Ting! Tiba-tiba saja ponsel Julian berbunyi.

“Sebentar, gue cek HP dulu.”

“Pasti dari pacar lo. Cie, cie, pagi-pagi gini udah chat aja.”

“Lo iri? Cari pacar makanya.”

“Wah, ini juga lagi nyari yang pas. Lo bantuin doa dong.”

“Ya, sudah. Tuhan tolong pertemukan James dengan jodohnya segera mungkin. Amin.”

“Amin yang kenceng.”

Julian kembali fokus pada layar ponselnya.

Jessica Margareth

Pagi, Julian.😘05:05

05:06 Pagi, Jessica.🥰

Kamu lagi apa? 05:06

05:07 Ini gue sama James lagi mau ke kantin. Kalau lo?

Ini baru beres ngeringin rambut. 05:07

Aku nyusul ya … 05:07

05:08 Okay, see you.❤️

“Kok masih pake gue lo sih?” protes James yang dengan sengaja melihat percakapan antara Julian dan Jessica.

“Wah, lancang banget! Ngintip-ngintip HP gue.”

“Ya, gue ini lagi menimba ilmu, Jul.”

“Menimba ilmu gimana?”

“Menimba ilmu romantis dari lo. Emojinya sih udah bagus ya, tapi kayaknya gue-lo-nya menurut gue kurang pas. Coba pake aku-kamu.”

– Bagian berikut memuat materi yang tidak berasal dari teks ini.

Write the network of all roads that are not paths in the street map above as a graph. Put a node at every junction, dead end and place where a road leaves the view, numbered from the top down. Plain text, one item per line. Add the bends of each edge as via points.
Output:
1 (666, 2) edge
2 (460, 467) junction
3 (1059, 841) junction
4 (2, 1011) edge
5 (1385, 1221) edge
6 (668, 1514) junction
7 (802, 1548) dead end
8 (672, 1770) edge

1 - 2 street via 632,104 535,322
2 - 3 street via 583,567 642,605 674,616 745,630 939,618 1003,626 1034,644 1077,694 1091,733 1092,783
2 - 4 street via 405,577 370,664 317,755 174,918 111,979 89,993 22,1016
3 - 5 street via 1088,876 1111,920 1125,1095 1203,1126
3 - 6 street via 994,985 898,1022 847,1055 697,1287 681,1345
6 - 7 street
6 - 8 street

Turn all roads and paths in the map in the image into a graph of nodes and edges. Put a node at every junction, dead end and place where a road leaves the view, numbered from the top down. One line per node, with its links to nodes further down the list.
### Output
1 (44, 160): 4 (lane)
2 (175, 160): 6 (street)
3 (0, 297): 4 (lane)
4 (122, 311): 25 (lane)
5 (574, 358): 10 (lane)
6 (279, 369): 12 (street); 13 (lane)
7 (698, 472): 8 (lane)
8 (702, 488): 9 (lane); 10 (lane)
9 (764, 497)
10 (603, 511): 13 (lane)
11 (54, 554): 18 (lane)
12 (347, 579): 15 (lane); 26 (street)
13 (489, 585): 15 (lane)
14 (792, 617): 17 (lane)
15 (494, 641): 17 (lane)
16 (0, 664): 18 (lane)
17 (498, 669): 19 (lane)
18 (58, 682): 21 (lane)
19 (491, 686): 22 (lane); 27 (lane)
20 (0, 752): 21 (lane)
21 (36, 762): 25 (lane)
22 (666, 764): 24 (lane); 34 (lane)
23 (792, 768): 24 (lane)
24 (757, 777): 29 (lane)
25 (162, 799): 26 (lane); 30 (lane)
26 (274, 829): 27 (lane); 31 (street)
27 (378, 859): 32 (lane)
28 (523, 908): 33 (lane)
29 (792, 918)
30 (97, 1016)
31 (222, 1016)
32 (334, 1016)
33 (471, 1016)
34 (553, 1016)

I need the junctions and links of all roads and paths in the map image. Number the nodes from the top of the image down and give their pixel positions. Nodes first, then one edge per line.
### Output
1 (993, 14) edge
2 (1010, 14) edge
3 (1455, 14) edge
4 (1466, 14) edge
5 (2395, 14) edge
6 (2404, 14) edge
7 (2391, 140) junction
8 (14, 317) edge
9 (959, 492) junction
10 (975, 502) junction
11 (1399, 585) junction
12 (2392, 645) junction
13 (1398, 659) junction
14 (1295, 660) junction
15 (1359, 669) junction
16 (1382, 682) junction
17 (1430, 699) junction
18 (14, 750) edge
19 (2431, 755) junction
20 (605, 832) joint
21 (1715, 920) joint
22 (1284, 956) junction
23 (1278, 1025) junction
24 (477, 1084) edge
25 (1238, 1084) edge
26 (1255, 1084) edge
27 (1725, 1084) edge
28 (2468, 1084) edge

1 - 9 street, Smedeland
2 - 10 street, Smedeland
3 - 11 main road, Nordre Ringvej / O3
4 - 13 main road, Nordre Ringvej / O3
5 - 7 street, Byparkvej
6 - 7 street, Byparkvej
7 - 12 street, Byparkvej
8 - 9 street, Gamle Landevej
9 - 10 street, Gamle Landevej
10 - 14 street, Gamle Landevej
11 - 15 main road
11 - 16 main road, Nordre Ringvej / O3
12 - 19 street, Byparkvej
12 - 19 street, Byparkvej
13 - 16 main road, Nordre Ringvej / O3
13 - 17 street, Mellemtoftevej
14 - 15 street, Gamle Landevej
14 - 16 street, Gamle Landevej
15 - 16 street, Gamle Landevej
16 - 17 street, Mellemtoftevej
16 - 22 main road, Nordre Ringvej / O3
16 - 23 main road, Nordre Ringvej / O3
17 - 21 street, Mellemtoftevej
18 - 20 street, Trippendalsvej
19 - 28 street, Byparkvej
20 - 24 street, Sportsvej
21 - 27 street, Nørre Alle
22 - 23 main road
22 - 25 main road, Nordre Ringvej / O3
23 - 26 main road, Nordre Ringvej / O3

“Hmm … iya juga. Nanti deh gue pertimbangin. Sekarang kita ke kantin.”

“Siap.”

Julian dan James telah berada di kantin. Setelah mengambil sarapan, mereka memutuskan duduk di tempat biasa mereka duduk.

“Lo tahu nggak kemarin malam Jason keluar kamar malam-malam?”

“Wah, ngapain dia?”

“Mana gue tahu. Gue sempat ngikutin dia, eh gue kehilangan jejak. Mencurigakan banget nggak sih?”

“Mencurigakan gimana ya? Gue nggak paham. Mungkin dia hanya cari angin.”

“Kalau dari gerak-geriknya sih mencurigakan. Kayak ada yang dia sembunyiin.”

“Jason memang aneh anaknya. Nggak usah terlalu dipikirin.”

“Memang, tapi gue curiga Jason tahu sesuatu.”

“Jason tahu sesuatu apa?”

“Nanti gue jelasin, itu Jessica datang.”

“Pagi, Julian.”

“Pagi, Jessica.”

“Julian doang nih yang disapa?”

“Eh, iya. Pagi, James.”

“Pagi, Jess.”

“Aku ambil sarapan dulu ya?”

“Mau gue temenin?”

“Nggak perlu, Jul. Kamu di sini aja temenin James. Kasihan dia. Bentar juga Aluna datang.”

“Hai, pagi semuanya. Maaf, nunggunya lama ya? Gue baru beres mandi.”

“Pagi, Lun. Nggak kok. Aku baru sampe juga.”

“Ya udah, kalian ambil sarapan dulu. Udah jam segini nanti nggak keburu.”